[DATA TO EXAMINE]
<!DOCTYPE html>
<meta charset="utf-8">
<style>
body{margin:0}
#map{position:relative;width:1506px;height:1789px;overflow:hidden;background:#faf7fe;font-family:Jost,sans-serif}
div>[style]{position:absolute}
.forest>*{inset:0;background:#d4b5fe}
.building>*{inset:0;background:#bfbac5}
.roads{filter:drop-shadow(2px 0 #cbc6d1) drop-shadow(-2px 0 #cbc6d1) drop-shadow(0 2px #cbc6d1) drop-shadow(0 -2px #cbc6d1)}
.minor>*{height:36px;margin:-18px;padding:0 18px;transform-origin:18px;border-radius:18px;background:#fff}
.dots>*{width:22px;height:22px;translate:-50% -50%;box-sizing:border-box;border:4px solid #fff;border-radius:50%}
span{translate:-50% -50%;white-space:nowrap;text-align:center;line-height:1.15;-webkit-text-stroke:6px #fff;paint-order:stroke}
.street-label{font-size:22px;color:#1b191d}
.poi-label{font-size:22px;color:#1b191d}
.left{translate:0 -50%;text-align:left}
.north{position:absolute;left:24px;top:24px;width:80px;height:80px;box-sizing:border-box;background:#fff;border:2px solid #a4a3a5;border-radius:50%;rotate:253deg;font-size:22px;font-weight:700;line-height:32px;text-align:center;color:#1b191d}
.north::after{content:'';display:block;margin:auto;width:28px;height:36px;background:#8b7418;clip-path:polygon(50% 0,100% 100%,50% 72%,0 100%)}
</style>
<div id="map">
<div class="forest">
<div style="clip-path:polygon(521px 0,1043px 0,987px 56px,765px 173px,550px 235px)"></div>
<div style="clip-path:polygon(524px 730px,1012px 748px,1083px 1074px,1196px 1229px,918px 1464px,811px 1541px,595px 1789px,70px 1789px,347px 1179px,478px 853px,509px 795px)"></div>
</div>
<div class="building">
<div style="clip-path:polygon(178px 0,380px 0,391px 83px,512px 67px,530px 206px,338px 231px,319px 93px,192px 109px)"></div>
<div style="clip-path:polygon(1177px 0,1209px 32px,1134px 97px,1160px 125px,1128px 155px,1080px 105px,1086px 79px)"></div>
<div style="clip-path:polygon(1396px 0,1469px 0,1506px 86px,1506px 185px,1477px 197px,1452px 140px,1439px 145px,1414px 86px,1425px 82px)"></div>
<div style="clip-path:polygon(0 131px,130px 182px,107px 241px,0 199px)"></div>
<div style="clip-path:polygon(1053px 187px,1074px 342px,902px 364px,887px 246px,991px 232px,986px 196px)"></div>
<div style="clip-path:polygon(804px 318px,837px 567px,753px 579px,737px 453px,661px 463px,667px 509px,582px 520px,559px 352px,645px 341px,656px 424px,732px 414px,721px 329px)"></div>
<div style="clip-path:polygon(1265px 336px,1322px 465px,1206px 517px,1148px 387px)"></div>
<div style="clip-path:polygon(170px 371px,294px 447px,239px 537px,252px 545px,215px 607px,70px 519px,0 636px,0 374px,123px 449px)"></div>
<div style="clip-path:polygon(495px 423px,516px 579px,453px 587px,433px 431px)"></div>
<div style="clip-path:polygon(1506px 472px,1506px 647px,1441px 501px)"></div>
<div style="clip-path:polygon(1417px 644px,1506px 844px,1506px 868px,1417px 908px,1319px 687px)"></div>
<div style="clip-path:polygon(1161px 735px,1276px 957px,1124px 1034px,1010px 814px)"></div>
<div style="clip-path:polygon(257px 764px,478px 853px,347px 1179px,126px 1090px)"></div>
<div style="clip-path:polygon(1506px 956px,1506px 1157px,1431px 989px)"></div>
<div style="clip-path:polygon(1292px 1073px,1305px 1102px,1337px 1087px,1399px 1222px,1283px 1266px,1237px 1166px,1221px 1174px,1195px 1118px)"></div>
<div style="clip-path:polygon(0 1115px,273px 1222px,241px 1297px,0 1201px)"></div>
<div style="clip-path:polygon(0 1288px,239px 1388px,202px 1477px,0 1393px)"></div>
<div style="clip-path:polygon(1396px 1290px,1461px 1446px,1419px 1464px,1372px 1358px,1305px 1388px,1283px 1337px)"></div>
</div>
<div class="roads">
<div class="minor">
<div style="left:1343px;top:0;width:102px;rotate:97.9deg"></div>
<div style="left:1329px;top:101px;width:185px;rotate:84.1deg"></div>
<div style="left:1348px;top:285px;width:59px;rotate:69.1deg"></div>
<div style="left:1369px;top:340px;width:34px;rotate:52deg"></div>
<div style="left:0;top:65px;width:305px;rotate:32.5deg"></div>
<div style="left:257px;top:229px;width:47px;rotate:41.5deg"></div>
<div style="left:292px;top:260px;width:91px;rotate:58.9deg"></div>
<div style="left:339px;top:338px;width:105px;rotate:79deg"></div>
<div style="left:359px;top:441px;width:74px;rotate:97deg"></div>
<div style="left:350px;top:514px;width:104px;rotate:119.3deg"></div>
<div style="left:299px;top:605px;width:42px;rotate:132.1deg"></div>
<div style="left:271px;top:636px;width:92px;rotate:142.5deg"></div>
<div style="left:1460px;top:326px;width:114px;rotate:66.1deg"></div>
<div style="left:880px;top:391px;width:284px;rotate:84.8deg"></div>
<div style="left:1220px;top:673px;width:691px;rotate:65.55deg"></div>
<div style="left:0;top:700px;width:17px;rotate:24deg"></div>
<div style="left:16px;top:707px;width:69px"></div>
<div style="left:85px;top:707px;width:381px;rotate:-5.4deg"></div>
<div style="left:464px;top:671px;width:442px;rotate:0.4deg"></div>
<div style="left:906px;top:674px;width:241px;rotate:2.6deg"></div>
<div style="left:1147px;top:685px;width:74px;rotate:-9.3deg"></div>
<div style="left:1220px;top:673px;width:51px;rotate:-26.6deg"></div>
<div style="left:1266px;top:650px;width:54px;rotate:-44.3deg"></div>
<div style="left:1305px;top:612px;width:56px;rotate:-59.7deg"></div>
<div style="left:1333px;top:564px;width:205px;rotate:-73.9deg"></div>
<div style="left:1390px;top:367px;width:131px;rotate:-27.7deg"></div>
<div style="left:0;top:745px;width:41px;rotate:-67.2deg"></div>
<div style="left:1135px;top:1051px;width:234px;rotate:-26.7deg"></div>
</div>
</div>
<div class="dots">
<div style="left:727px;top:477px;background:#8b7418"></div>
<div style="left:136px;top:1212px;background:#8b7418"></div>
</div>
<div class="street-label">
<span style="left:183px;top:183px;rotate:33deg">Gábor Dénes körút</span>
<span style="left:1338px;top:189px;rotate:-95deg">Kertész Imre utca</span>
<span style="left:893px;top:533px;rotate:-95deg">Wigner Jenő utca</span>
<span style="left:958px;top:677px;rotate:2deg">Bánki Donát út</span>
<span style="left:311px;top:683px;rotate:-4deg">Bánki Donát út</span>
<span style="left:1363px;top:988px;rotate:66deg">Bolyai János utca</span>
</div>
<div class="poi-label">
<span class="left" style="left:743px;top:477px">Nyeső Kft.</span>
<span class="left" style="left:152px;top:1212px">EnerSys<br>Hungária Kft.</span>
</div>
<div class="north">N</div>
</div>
[/DATA TO EXAMINE]
[DATA TO EXAMINE]
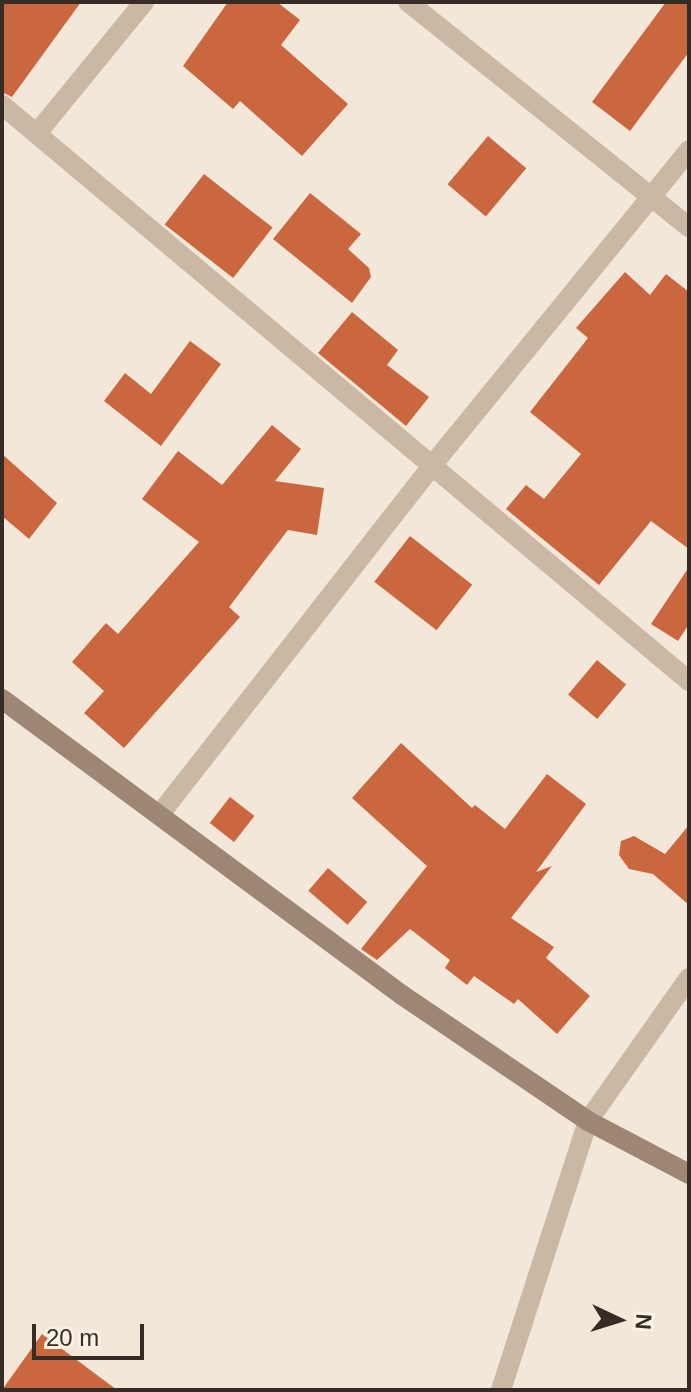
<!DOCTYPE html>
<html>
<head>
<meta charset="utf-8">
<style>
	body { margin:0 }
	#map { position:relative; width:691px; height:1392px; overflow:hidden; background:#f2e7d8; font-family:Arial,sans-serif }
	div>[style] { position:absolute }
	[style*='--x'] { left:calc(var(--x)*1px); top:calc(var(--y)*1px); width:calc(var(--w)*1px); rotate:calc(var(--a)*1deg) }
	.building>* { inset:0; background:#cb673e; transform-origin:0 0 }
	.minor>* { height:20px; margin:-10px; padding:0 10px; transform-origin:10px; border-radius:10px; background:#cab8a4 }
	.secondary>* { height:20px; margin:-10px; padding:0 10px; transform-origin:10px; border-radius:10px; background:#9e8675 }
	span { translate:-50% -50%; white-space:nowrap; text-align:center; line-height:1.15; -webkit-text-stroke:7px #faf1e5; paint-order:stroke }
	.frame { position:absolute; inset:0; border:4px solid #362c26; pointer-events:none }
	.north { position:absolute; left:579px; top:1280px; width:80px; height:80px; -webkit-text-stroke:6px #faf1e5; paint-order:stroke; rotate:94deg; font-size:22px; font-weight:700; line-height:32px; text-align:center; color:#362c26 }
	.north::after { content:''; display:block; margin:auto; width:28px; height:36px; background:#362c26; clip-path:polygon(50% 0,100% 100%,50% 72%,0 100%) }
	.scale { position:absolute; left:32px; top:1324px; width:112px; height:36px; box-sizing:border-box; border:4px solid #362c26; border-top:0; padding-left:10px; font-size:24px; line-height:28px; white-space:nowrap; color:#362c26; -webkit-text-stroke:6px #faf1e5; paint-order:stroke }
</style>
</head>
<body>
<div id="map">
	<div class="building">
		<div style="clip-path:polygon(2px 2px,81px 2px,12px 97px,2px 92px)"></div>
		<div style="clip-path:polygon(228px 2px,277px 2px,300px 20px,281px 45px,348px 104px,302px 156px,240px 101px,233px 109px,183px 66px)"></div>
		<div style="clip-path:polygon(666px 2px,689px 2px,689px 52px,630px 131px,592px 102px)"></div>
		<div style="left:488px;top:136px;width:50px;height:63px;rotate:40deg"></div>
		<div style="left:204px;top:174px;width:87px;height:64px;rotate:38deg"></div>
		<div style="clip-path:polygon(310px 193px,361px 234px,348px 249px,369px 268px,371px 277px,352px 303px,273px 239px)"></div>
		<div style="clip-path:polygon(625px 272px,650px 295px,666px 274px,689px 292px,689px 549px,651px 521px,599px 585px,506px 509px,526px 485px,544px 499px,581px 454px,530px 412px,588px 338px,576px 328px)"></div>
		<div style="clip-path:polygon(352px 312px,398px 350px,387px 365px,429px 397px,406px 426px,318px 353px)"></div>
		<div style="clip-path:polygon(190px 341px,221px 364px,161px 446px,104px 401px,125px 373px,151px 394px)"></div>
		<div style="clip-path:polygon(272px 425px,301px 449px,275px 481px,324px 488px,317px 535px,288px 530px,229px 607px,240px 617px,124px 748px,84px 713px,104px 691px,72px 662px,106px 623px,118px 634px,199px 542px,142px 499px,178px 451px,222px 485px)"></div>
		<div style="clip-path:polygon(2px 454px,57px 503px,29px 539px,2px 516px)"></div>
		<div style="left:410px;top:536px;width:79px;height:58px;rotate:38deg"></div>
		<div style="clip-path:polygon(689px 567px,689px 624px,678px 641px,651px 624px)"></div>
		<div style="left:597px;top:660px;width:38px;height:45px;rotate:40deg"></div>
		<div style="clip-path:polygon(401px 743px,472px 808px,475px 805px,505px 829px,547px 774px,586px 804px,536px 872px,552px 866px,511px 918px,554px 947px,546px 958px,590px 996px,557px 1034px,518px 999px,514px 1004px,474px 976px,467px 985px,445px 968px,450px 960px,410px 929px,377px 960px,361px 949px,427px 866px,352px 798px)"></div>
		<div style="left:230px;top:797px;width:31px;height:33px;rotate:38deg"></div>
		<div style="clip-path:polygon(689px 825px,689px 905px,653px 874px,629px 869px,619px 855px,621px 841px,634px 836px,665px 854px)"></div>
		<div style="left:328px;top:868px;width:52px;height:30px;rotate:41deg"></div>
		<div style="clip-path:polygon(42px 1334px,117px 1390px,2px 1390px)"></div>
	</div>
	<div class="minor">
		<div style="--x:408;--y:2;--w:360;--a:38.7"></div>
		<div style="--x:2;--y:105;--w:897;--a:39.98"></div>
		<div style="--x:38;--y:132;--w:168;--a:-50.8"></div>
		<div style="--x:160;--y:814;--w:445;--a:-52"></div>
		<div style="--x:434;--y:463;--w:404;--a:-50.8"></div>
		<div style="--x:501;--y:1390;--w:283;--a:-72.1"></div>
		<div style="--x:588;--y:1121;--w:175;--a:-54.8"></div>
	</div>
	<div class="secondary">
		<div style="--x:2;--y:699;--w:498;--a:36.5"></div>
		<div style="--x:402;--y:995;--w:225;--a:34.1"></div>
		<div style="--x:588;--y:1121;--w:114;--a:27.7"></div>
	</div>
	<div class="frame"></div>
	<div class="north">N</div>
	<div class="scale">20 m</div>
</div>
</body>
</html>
[/DATA TO EXAMINE]
[DATA TO EXAMINE]
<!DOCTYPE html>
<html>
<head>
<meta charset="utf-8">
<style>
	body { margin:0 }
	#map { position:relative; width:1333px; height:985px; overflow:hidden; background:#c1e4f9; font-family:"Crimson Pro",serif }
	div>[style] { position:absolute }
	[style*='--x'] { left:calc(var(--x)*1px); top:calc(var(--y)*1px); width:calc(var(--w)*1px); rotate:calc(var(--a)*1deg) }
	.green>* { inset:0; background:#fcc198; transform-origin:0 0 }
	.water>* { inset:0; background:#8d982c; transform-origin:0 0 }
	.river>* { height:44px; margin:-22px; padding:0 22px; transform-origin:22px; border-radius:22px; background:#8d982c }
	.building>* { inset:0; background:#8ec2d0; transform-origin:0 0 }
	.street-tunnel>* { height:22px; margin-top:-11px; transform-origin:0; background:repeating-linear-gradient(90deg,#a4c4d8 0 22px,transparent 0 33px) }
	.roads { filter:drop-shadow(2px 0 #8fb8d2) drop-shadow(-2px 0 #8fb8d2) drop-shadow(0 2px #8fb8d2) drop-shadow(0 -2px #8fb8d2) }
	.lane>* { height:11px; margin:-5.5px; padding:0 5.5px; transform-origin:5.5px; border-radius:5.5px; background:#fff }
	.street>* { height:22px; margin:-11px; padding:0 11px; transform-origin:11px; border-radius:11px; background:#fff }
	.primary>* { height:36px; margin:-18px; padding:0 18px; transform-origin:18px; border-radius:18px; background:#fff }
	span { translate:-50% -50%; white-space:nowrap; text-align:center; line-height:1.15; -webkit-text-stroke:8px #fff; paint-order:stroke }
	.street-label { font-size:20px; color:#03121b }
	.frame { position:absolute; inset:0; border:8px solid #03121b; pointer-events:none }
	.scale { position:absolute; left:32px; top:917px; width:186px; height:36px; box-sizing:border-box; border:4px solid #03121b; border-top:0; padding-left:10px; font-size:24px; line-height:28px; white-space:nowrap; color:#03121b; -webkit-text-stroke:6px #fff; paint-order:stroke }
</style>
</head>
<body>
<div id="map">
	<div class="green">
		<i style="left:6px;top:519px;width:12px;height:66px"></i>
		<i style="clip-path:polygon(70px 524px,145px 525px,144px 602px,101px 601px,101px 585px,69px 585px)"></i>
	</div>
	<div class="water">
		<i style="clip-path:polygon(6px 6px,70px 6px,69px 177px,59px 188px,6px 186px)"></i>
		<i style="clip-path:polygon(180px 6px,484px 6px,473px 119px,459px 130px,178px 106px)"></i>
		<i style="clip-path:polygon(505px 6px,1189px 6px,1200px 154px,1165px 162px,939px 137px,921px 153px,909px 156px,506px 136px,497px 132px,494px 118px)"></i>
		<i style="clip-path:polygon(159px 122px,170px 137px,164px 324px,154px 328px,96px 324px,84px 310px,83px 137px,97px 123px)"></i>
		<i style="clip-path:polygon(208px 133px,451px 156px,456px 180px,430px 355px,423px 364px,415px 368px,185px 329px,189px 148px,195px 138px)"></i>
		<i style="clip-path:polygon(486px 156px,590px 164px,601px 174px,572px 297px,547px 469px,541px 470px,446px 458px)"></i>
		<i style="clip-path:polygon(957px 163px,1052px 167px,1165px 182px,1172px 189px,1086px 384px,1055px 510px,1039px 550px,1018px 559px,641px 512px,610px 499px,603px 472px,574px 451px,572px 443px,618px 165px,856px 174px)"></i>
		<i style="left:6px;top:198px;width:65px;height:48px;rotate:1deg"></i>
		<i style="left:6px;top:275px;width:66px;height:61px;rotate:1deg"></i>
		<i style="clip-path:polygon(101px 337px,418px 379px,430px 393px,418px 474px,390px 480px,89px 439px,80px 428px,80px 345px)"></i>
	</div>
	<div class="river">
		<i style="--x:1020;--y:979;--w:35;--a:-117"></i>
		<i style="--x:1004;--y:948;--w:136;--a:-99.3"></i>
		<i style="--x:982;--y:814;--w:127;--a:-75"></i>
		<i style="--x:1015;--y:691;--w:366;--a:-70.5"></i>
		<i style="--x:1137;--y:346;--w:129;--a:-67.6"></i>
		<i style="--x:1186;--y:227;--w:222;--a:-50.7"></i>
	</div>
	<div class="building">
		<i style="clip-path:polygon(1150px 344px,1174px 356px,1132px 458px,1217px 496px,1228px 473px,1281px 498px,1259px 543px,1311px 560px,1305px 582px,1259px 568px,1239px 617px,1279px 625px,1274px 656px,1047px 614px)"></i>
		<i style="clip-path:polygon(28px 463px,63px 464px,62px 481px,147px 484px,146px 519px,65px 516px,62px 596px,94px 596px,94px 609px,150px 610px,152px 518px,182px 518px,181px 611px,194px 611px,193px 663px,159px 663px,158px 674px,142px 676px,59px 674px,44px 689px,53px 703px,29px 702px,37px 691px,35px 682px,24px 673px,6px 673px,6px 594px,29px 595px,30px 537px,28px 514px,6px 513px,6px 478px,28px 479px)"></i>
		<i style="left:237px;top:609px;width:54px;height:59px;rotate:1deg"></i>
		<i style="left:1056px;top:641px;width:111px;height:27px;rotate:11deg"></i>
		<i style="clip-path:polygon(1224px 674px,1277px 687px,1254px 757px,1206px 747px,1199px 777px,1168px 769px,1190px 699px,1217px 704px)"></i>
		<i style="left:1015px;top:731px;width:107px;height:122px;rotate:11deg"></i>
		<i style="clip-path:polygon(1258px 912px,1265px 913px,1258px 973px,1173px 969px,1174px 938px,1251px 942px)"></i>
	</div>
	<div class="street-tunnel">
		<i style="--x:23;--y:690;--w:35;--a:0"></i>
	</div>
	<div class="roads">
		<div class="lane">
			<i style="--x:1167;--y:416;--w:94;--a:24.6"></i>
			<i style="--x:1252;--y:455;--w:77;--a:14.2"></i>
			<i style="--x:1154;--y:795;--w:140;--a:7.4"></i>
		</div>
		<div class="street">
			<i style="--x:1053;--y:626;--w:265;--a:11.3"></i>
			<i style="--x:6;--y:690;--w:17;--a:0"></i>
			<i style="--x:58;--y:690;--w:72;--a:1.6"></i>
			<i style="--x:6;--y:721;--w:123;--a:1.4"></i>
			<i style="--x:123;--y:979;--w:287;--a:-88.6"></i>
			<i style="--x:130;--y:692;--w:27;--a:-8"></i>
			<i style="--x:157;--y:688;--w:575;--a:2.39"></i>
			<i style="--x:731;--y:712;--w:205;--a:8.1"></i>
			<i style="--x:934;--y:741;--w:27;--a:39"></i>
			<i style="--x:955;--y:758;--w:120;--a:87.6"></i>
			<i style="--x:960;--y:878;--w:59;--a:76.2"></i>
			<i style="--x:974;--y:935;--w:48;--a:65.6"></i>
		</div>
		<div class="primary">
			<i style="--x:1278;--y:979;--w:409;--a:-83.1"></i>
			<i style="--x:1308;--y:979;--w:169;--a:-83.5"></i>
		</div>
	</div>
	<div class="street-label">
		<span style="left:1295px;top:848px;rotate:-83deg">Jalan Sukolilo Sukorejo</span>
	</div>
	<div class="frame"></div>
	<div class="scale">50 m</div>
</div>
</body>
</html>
[/DATA TO EXAMINE]
*WHAT THE EXERCISE ASKS:*
Among the lines above, find those holding "hidden" and copy each one.

*SOLUTION FOR THIS PROBLEM:*
#map{position:relative;width:1506px;height:1789px;overflow:hidden;background:#faf7fe;font-family:Jost,sans-serif}
	#map { position:relative; width:691px; height:1392px; overflow:hidden; background:#f2e7d8; font-family:Arial,sans-serif }
	#map { position:relative; width:1333px; height:985px; overflow:hidden; background:#c1e4f9; font-family:"Crimson Pro",serif }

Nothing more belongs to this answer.